7. Aangezien de voorkeursvolgorde erop is gericht de aanslag op te leggen

aan een belastingplichtige die in staat geacht mag worden om de belasting

te betalen, kan, indien kennis van de heffingsambtenaar of de

invorderingsambtenaar omtrent de betalingscapaciteit van de

belastingplichtige daartoe aanleiding geeft, ook tot een andere keuze

gekomen worden dan uit de voorkeursvolgorde zou volgen.

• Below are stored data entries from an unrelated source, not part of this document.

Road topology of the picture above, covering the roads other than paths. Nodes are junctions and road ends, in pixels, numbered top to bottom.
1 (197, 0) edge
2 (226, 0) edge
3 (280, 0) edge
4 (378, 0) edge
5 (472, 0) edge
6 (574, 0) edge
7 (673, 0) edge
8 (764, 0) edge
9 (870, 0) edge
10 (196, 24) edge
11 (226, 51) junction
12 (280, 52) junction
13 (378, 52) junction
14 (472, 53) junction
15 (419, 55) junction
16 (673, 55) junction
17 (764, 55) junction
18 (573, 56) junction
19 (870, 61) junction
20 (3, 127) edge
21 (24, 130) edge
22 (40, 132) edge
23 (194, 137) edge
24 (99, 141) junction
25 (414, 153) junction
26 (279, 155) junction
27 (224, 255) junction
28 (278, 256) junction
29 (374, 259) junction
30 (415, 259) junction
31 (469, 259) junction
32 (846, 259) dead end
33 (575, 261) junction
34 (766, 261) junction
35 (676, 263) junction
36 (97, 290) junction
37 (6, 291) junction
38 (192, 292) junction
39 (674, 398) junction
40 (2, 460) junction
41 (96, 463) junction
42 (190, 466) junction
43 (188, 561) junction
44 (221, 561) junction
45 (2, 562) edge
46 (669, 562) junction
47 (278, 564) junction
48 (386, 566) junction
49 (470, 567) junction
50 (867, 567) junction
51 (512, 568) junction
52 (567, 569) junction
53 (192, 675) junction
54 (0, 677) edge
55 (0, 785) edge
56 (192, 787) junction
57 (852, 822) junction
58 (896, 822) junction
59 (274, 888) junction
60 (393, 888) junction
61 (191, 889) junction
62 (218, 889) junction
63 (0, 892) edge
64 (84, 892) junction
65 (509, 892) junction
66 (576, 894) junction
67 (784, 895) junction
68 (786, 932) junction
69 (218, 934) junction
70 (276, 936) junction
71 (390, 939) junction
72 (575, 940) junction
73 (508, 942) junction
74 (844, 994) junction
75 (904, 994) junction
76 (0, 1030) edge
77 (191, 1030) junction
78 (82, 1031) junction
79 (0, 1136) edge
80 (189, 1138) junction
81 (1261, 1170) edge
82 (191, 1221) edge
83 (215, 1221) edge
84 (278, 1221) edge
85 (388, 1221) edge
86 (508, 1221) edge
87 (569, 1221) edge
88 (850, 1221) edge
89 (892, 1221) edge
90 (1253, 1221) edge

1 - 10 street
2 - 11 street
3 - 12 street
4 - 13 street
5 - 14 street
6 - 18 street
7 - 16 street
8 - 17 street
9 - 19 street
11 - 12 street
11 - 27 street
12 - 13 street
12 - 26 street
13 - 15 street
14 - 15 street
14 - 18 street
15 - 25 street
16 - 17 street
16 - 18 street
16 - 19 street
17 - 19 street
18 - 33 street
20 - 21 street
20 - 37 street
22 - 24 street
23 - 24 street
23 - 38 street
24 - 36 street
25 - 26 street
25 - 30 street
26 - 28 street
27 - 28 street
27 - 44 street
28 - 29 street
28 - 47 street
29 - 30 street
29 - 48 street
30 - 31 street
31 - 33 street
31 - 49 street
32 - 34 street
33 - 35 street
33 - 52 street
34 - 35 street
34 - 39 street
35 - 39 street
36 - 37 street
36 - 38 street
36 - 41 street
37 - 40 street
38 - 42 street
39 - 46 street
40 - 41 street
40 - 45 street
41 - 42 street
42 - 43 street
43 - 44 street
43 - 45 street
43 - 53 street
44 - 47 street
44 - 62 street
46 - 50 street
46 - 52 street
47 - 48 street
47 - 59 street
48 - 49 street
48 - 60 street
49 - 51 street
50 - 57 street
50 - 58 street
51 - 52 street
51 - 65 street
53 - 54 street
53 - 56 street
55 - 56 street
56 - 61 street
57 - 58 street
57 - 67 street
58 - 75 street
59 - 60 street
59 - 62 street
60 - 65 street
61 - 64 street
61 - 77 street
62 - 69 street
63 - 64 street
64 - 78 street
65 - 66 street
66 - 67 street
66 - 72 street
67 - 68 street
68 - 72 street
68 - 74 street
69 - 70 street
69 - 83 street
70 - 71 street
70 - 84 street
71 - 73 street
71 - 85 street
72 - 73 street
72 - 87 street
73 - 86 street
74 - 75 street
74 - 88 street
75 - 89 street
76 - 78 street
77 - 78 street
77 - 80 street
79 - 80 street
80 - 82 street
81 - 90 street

8. Wijzigingen kunnen – indien reeds een aanslag aan een belastingplichtige

is opgelegd – pas plaatsvinden met ingang van het eerstvolgende

belastingtijdvak.

9. Indien in uitzonderingsgevallen, door welke oorzaak dan ook, een aanslag wordt opgelegd in afwijking van het in de voorgaande onderdelen

bepaalde, is die aanslag alleen ongeldig als er sprake is van willekeur.

(beroep bij de rechter is mogelijk).

10. Indien een belasting niet wordt geheven bij wege van aanslag, maar op

andere wijze, is het bepaalde in de onderdelen 1 tot en met 9 van

overeenkomstige toepassing.

11. Deze beleidsregels treden in werking met ingang van de eerste dag na

die van de bekendmaking.

12. Tegelijkertijd komen de beleidsregels voor het aanwijzen van een

belastingplichtige van 7 mei 2013 te vervallen, met dien

verstande dat zij van toepassing blijven op feiten die zich vóór de datum

van bekendmaking van deze regels hebben voorgedaan.

Inwerkingtreding

Aldus vastgesteld te Hoogezand op 11 augustus 2014

De heffingsambtenaar van de gemeente Hoogezand-Sappemeer.